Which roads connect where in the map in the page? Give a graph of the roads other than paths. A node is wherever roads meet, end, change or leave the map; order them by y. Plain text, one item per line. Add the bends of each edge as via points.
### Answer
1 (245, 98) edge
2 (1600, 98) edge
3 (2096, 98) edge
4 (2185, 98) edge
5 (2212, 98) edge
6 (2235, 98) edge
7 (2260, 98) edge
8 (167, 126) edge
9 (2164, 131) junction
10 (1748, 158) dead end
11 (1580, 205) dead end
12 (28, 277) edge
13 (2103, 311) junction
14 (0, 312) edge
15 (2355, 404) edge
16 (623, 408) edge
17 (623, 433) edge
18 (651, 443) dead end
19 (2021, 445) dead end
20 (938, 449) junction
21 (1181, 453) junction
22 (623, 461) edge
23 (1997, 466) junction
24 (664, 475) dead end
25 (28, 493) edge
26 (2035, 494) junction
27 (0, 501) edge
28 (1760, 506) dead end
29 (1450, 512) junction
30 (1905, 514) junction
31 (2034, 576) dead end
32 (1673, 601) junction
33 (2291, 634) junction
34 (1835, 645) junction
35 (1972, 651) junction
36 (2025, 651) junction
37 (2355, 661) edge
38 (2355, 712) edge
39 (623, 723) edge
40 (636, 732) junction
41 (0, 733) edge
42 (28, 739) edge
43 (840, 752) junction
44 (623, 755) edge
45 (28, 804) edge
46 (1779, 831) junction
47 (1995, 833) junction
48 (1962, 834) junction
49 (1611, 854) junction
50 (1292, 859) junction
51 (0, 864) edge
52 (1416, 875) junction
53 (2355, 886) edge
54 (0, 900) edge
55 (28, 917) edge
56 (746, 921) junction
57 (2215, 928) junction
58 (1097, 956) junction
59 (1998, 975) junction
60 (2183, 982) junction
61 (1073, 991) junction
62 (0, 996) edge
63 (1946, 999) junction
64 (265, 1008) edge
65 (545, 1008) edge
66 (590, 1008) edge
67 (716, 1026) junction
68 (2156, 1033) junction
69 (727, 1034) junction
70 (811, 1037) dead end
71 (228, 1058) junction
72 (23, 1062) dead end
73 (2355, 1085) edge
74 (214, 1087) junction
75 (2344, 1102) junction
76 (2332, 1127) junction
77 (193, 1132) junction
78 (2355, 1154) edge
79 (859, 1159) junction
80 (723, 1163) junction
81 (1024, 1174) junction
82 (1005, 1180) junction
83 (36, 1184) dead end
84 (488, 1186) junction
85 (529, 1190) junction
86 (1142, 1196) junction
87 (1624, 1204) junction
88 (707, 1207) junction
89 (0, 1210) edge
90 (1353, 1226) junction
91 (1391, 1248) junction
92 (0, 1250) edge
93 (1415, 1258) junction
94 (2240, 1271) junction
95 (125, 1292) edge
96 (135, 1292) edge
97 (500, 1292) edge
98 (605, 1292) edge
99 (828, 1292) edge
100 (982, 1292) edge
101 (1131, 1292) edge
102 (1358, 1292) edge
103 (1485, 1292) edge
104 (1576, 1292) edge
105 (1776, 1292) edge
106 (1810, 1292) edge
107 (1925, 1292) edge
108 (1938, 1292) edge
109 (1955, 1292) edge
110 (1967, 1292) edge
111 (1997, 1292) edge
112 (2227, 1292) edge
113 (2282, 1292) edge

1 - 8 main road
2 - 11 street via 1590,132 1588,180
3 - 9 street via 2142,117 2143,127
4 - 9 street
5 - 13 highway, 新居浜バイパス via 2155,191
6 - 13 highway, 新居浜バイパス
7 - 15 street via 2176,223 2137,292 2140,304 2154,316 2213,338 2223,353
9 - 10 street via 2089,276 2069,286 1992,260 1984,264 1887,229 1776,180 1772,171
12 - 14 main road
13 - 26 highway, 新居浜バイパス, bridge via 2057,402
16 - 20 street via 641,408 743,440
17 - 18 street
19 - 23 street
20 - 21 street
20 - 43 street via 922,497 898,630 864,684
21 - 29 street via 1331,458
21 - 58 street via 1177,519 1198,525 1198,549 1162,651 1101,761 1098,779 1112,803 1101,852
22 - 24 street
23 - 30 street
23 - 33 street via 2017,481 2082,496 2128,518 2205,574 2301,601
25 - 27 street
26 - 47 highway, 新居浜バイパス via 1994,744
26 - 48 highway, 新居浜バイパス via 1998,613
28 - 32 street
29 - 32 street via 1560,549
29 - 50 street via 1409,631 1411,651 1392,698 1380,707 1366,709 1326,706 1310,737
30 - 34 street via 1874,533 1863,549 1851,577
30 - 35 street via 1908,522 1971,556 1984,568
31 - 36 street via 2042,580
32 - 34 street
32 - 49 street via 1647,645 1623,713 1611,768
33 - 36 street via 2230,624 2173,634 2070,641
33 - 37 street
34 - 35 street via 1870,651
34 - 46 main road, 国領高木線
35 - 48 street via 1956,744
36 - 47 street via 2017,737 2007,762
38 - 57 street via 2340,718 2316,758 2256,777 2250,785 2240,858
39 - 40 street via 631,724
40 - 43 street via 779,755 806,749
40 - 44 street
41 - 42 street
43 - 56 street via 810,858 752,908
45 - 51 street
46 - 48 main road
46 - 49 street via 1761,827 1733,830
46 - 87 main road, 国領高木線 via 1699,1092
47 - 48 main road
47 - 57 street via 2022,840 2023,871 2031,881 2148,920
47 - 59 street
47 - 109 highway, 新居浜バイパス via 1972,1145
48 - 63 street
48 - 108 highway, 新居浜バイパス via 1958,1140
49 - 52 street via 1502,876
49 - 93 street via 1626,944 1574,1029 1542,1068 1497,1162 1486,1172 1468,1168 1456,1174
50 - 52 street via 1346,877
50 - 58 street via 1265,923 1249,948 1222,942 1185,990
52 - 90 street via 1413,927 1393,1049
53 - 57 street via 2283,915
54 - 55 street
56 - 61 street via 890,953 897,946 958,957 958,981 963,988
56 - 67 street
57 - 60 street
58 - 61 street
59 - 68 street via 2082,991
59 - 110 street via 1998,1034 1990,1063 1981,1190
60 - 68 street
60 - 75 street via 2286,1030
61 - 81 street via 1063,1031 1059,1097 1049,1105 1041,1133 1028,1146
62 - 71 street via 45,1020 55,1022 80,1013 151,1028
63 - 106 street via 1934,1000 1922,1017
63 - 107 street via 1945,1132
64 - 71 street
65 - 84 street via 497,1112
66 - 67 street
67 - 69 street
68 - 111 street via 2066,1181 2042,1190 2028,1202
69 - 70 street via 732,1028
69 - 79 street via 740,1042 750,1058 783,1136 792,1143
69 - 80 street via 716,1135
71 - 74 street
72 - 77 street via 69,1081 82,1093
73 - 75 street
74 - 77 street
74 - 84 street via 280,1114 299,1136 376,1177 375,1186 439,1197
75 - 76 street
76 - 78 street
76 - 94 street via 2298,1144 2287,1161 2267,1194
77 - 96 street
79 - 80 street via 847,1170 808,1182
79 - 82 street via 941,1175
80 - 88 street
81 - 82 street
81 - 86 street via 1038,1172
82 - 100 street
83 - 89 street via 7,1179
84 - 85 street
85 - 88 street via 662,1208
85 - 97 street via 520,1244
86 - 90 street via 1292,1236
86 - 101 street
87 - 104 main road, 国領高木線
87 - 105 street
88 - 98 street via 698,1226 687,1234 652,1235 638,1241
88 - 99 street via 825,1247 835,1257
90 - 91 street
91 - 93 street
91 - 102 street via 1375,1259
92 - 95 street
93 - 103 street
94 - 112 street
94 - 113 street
━━━━━━
Set down the records again, exactly.

Which roads connect where in the map in the page? Give a graph of the roads other than paths. A node is wherever roads meet, end, change or leave the map; order them by y. Plain text, one item per line. Add the bends of each edge as via points.
### Answer
1 (245, 98) edge
2 (1600, 98) edge
3 (2096, 98) edge
4 (2185, 98) edge
5 (2212, 98) edge
6 (2235, 98) edge
7 (2260, 98) edge
8 (167, 126) edge
9 (2164, 131) junction
10 (1748, 158) dead end
11 (1580, 205) dead end
12 (28, 277) edge
13 (2103, 311) junction
14 (0, 312) edge
15 (2355, 404) edge
16 (623, 408) edge
17 (623, 433) edge
18 (651, 443) dead end
19 (2021, 445) dead end
20 (938, 449) junction
21 (1181, 453) junction
22 (623, 461) edge
23 (1997, 466) junction
24 (664, 475) dead end
25 (28, 493) edge
26 (2035, 494) junction
27 (0, 501) edge
28 (1760, 506) dead end
29 (1450, 512) junction
30 (1905, 514) junction
31 (2034, 576) dead end
32 (1673, 601) junction
33 (2291, 634) junction
34 (1835, 645) junction
35 (1972, 651) junction
36 (2025, 651) junction
37 (2355, 661) edge
38 (2355, 712) edge
39 (623, 723) edge
40 (636, 732) junction
41 (0, 733) edge
42 (28, 739) edge
43 (840, 752) junction
44 (623, 755) edge
45 (28, 804) edge
46 (1779, 831) junction
47 (1995, 833) junction
48 (1962, 834) junction
49 (1611, 854) junction
50 (1292, 859) junction
51 (0, 864) edge
52 (1416, 875) junction
53 (2355, 886) edge
54 (0, 900) edge
55 (28, 917) edge
56 (746, 921) junction
57 (2215, 928) junction
58 (1097, 956) junction
59 (1998, 975) junction
60 (2183, 982) junction
61 (1073, 991) junction
62 (0, 996) edge
63 (1946, 999) junction
64 (265, 1008) edge
65 (545, 1008) edge
66 (590, 1008) edge
67 (716, 1026) junction
68 (2156, 1033) junction
69 (727, 1034) junction
70 (811, 1037) dead end
71 (228, 1058) junction
72 (23, 1062) dead end
73 (2355, 1085) edge
74 (214, 1087) junction
75 (2344, 1102) junction
76 (2332, 1127) junction
77 (193, 1132) junction
78 (2355, 1154) edge
79 (859, 1159) junction
80 (723, 1163) junction
81 (1024, 1174) junction
82 (1005, 1180) junction
83 (36, 1184) dead end
84 (488, 1186) junction
85 (529, 1190) junction
86 (1142, 1196) junction
87 (1624, 1204) junction
88 (707, 1207) junction
89 (0, 1210) edge
90 (1353, 1226) junction
91 (1391, 1248) junction
92 (0, 1250) edge
93 (1415, 1258) junction
94 (2240, 1271) junction
95 (125, 1292) edge
96 (135, 1292) edge
97 (500, 1292) edge
98 (605, 1292) edge
99 (828, 1292) edge
100 (982, 1292) edge
101 (1131, 1292) edge
102 (1358, 1292) edge
103 (1485, 1292) edge
104 (1576, 1292) edge
105 (1776, 1292) edge
106 (1810, 1292) edge
107 (1925, 1292) edge
108 (1938, 1292) edge
109 (1955, 1292) edge
110 (1967, 1292) edge
111 (1997, 1292) edge
112 (2227, 1292) edge
113 (2282, 1292) edge

1 - 8 main road
2 - 11 street via 1590,132 1588,180
3 - 9 street via 2142,117 2143,127
4 - 9 street
5 - 13 highway, 新居浜バイパス via 2155,191
6 - 13 highway, 新居浜バイパス
7 - 15 street via 2176,223 2137,292 2140,304 2154,316 2213,338 2223,353
9 - 10 street via 2089,276 2069,286 1992,260 1984,264 1887,229 1776,180 1772,171
12 - 14 main road
13 - 26 highway, 新居浜バイパス, bridge via 2057,402
16 - 20 street via 641,408 743,440
17 - 18 street
19 - 23 street
20 - 21 street
20 - 43 street via 922,497 898,630 864,684
21 - 29 street via 1331,458
21 - 58 street via 1177,519 1198,525 1198,549 1162,651 1101,761 1098,779 1112,803 1101,852
22 - 24 street
23 - 30 street
23 - 33 street via 2017,481 2082,496 2128,518 2205,574 2301,601
25 - 27 street
26 - 47 highway, 新居浜バイパス via 1994,744
26 - 48 highway, 新居浜バイパス via 1998,613
28 - 32 street
29 - 32 street via 1560,549
29 - 50 street via 1409,631 1411,651 1392,698 1380,707 1366,709 1326,706 1310,737
30 - 34 street via 1874,533 1863,549 1851,577
30 - 35 street via 1908,522 1971,556 1984,568
31 - 36 street via 2042,580
32 - 34 street
32 - 49 street via 1647,645 1623,713 1611,768
33 - 36 street via 2230,624 2173,634 2070,641
33 - 37 street
34 - 35 street via 1870,651
34 - 46 main road, 国領高木線
35 - 48 street via 1956,744
36 - 47 street via 2017,737 2007,762
38 - 57 street via 2340,718 2316,758 2256,777 2250,785 2240,858
39 - 40 street via 631,724
40 - 43 street via 779,755 806,749
40 - 44 street
41 - 42 street
43 - 56 street via 810,858 752,908
45 - 51 street
46 - 48 main road
46 - 49 street via 1761,827 1733,830
46 - 87 main road, 国領高木線 via 1699,1092
47 - 48 main road
47 - 57 street via 2022,840 2023,871 2031,881 2148,920
47 - 59 street
47 - 109 highway, 新居浜バイパス via 1972,1145
48 - 63 street
48 - 108 highway, 新居浜バイパス via 1958,1140
49 - 52 street via 1502,876
49 - 93 street via 1626,944 1574,1029 1542,1068 1497,1162 1486,1172 1468,1168 1456,1174
50 - 52 street via 1346,877
50 - 58 street via 1265,923 1249,948 1222,942 1185,990
52 - 90 street via 1413,927 1393,1049
53 - 57 street via 2283,915
54 - 55 street
56 - 61 street via 890,953 897,946 958,957 958,981 963,988
56 - 67 street
57 - 60 street
58 - 61 street
59 - 68 street via 2082,991
59 - 110 street via 1998,1034 1990,1063 1981,1190
60 - 68 street
60 - 75 street via 2286,1030
61 - 81 street via 1063,1031 1059,1097 1049,1105 1041,1133 1028,1146
62 - 71 street via 45,1020 55,1022 80,1013 151,1028
63 - 106 street via 1934,1000 1922,1017
63 - 107 street via 1945,1132
64 - 71 street
65 - 84 street via 497,1112
66 - 67 street
67 - 69 street
68 - 111 street via 2066,1181 2042,1190 2028,1202
69 - 70 street via 732,1028
69 - 79 street via 740,1042 750,1058 783,1136 792,1143
69 - 80 street via 716,1135
71 - 74 street
72 - 77 street via 69,1081 82,1093
73 - 75 street
74 - 77 street
74 - 84 street via 280,1114 299,1136 376,1177 375,1186 439,1197
75 - 76 street
76 - 78 street
76 - 94 street via 2298,1144 2287,1161 2267,1194
77 - 96 street
79 - 80 street via 847,1170 808,1182
79 - 82 street via 941,1175
80 - 88 street
81 - 82 street
81 - 86 street via 1038,1172
82 - 100 street
83 - 89 street via 7,1179
84 - 85 street
85 - 88 street via 662,1208
85 - 97 street via 520,1244
86 - 90 street via 1292,1236
86 - 101 street
87 - 104 main road, 国領高木線
87 - 105 street
88 - 98 street via 698,1226 687,1234 652,1235 638,1241
88 - 99 street via 825,1247 835,1257
90 - 91 street
91 - 93 street
91 - 102 street via 1375,1259
92 - 95 street
93 - 103 street
94 - 112 street
94 - 113 street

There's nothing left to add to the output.